| Work to complete |
Please return every line of the records that contains the word "Left".

| Available records |
———
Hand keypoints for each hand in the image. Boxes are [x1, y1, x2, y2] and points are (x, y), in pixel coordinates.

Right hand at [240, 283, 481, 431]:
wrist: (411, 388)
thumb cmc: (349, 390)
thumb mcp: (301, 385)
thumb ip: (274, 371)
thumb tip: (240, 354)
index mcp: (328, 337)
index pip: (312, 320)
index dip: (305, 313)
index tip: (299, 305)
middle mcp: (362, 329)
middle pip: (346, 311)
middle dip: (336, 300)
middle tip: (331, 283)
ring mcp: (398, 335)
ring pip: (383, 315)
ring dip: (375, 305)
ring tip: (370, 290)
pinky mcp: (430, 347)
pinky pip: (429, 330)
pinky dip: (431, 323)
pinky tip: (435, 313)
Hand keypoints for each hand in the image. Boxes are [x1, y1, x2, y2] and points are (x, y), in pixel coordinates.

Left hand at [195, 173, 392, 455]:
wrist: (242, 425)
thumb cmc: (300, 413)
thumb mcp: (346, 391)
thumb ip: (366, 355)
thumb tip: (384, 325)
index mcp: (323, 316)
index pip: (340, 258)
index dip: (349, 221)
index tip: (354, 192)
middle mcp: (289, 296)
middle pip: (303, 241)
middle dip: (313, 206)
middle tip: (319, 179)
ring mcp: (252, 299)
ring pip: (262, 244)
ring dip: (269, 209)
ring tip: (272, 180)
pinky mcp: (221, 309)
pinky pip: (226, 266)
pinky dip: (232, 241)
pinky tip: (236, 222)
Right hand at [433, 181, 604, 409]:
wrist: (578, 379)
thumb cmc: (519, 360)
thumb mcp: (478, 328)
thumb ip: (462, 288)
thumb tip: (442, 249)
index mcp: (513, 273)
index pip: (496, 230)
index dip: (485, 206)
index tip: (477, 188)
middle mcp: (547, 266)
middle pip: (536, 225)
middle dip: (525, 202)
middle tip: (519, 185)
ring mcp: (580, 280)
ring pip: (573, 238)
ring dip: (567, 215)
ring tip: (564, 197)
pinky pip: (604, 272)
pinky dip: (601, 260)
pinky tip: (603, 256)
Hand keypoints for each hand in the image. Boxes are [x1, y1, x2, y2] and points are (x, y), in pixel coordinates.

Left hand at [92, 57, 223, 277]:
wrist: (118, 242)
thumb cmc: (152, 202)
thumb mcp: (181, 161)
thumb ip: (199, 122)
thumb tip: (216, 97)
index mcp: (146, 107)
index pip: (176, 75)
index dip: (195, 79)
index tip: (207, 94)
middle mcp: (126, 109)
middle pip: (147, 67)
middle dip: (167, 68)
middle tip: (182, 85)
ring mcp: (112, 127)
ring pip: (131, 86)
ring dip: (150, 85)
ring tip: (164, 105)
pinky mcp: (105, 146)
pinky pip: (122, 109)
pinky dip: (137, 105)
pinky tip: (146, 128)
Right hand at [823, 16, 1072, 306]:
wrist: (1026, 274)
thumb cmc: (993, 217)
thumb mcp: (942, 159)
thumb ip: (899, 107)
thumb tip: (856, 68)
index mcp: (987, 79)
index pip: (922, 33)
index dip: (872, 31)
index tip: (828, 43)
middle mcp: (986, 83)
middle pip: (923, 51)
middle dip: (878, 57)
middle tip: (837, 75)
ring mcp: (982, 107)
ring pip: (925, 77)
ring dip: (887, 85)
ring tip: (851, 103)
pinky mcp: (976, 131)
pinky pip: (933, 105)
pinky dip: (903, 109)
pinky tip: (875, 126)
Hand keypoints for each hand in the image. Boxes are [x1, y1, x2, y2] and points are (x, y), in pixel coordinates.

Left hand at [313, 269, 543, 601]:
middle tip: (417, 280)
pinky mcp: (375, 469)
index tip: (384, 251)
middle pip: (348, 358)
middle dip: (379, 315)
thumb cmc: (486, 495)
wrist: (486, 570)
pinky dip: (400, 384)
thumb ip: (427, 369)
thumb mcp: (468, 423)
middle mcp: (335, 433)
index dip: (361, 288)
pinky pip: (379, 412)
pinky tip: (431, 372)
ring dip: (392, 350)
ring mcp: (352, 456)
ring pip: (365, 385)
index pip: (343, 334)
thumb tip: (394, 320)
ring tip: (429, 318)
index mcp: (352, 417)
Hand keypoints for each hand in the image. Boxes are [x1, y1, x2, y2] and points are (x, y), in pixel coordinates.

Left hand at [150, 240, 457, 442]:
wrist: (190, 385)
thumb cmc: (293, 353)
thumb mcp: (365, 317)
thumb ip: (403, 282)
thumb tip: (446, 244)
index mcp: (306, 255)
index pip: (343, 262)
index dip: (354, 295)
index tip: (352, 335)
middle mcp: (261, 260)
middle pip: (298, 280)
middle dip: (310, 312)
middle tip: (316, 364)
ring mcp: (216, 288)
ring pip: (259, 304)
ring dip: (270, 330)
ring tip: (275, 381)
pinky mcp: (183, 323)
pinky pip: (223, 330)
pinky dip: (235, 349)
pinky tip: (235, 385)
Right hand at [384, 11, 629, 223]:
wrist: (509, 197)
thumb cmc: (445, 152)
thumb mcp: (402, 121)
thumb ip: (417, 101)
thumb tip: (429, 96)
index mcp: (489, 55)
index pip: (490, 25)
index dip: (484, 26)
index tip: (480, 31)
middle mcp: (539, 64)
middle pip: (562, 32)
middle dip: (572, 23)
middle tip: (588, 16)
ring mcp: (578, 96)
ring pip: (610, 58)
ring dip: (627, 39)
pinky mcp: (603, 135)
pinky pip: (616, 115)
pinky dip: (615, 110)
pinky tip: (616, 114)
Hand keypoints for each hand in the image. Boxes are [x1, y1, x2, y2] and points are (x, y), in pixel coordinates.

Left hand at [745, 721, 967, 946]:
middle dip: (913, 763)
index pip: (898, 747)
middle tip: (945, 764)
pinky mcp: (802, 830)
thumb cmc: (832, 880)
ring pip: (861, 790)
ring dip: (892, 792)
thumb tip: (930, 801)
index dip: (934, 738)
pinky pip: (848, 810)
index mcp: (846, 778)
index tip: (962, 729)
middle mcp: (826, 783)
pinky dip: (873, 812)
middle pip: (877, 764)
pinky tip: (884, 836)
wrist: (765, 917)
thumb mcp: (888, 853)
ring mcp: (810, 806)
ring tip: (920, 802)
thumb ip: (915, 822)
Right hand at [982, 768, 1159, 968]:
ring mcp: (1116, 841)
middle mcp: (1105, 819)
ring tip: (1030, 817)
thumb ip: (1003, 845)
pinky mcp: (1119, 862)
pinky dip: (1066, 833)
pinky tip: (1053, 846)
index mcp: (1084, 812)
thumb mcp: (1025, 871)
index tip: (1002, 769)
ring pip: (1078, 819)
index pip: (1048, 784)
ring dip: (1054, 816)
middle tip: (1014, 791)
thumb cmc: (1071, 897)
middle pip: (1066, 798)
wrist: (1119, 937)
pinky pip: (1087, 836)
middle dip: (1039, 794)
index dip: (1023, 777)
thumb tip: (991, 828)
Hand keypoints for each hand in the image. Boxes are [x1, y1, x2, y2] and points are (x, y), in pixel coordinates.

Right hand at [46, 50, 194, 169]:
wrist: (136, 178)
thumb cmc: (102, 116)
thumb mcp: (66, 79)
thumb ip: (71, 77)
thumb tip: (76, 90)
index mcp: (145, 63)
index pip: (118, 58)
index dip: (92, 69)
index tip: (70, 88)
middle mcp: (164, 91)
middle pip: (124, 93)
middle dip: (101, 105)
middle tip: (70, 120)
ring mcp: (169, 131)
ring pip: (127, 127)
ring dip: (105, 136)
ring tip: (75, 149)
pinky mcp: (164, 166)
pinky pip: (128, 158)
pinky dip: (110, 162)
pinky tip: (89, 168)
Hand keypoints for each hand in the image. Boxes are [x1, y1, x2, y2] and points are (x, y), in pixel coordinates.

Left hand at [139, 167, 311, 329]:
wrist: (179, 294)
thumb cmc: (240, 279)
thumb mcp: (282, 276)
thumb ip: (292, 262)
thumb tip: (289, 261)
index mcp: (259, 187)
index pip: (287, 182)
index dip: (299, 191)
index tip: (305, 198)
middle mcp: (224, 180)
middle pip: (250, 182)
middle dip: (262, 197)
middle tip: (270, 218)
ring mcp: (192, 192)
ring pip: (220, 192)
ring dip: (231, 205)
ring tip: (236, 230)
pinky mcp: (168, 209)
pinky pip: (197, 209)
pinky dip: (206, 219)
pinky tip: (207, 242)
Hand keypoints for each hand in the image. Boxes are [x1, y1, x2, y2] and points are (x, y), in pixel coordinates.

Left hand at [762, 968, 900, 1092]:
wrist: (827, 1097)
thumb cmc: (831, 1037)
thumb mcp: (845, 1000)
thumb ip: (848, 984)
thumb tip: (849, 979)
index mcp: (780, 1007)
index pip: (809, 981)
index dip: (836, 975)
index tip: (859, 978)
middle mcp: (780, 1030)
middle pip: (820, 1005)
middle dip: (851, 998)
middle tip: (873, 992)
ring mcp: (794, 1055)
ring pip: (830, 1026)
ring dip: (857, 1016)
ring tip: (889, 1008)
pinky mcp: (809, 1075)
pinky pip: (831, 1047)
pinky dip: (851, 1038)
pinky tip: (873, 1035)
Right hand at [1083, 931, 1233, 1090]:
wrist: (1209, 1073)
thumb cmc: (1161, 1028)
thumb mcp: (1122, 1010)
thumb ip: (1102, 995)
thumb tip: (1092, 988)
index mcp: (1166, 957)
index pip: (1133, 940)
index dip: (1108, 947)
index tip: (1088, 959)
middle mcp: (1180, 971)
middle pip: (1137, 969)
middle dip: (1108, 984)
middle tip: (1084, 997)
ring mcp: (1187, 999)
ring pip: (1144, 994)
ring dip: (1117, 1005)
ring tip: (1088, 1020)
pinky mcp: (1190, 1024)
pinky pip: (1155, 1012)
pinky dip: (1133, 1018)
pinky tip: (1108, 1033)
———
| Task answer |
Left hand at [195, 173, 392, 455]:
Left hand at [92, 57, 223, 277]:
Left hand at [313, 269, 543, 601]:
Left hand at [150, 240, 457, 442]:
Left hand at [745, 721, 967, 946]:
Left hand at [139, 167, 311, 329]:
Left hand at [762, 968, 900, 1092]:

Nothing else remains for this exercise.